**Goal of the exercise:**
Please take the lines from the one holding "middle tip: (486, 411)" through the one holding "middle dip: (497, 378)" in the data below and copy them exactly.

**Supplied entries:**

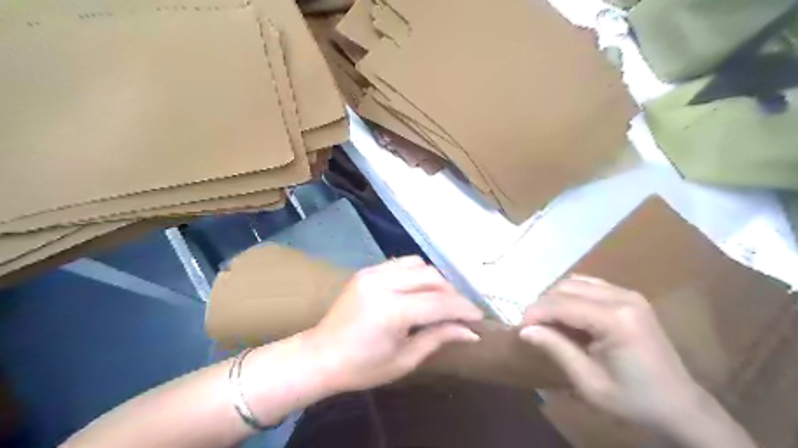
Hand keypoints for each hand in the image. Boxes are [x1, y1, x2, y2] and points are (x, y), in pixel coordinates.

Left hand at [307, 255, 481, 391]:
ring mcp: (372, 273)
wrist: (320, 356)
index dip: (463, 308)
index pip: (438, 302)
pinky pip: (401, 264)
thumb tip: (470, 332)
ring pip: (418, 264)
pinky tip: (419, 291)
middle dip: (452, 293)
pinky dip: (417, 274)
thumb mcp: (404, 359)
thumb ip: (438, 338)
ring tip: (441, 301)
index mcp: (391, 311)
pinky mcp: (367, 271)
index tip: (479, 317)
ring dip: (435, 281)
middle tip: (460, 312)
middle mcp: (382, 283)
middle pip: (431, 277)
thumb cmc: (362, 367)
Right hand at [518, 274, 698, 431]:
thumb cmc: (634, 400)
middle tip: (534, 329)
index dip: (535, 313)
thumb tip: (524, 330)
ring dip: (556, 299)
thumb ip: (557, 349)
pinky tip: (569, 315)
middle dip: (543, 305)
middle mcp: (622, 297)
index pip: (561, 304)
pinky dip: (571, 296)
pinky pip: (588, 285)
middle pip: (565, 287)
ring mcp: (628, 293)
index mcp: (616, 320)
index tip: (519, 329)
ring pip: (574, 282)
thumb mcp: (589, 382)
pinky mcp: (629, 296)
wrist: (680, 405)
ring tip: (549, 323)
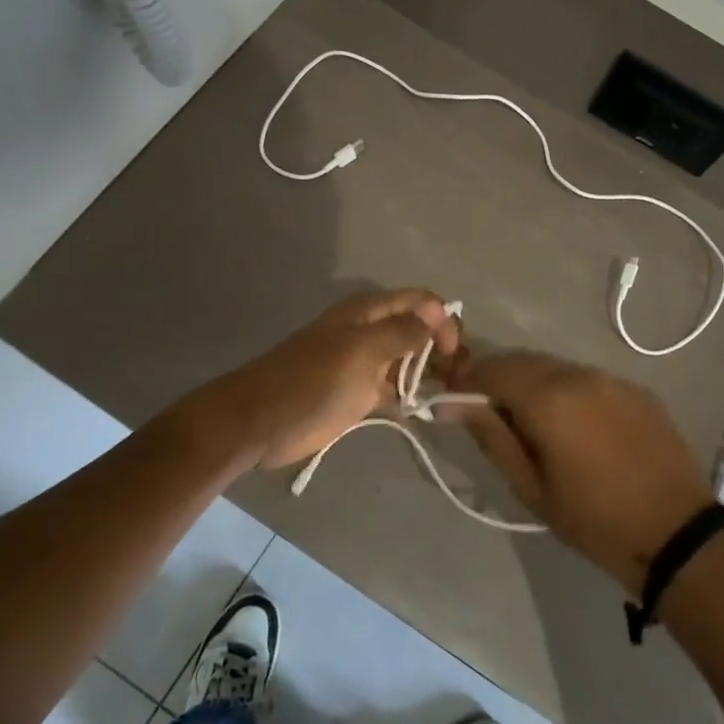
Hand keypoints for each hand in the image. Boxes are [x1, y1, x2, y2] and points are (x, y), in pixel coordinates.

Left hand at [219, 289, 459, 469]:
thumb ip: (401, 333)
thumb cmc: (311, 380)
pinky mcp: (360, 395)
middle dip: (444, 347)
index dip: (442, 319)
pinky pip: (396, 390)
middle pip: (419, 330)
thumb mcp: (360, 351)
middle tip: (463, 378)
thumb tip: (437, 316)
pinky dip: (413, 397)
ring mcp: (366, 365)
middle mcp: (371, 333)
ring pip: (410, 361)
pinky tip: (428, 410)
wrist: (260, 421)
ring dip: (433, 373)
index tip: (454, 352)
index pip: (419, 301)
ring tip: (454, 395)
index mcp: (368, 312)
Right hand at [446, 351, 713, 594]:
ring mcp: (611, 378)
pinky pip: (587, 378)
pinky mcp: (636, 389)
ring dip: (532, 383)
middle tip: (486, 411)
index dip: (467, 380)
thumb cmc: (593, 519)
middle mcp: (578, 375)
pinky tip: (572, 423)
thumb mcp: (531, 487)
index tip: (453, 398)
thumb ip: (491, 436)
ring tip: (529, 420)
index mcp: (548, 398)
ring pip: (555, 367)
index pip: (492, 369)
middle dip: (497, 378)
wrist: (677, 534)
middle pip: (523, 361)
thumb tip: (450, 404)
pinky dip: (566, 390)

**Task answer:**
middle tip: (486, 411)
index dip: (467, 380)
thumb cmc: (593, 519)
middle mcp: (578, 375)
pinky tip: (572, 423)
thumb mcp: (531, 487)
index tip: (453, 398)
thumb ip: (491, 436)
ring tip: (529, 420)
index mcp: (548, 398)
ring pip: (555, 367)
index pip: (492, 369)
middle dip: (497, 378)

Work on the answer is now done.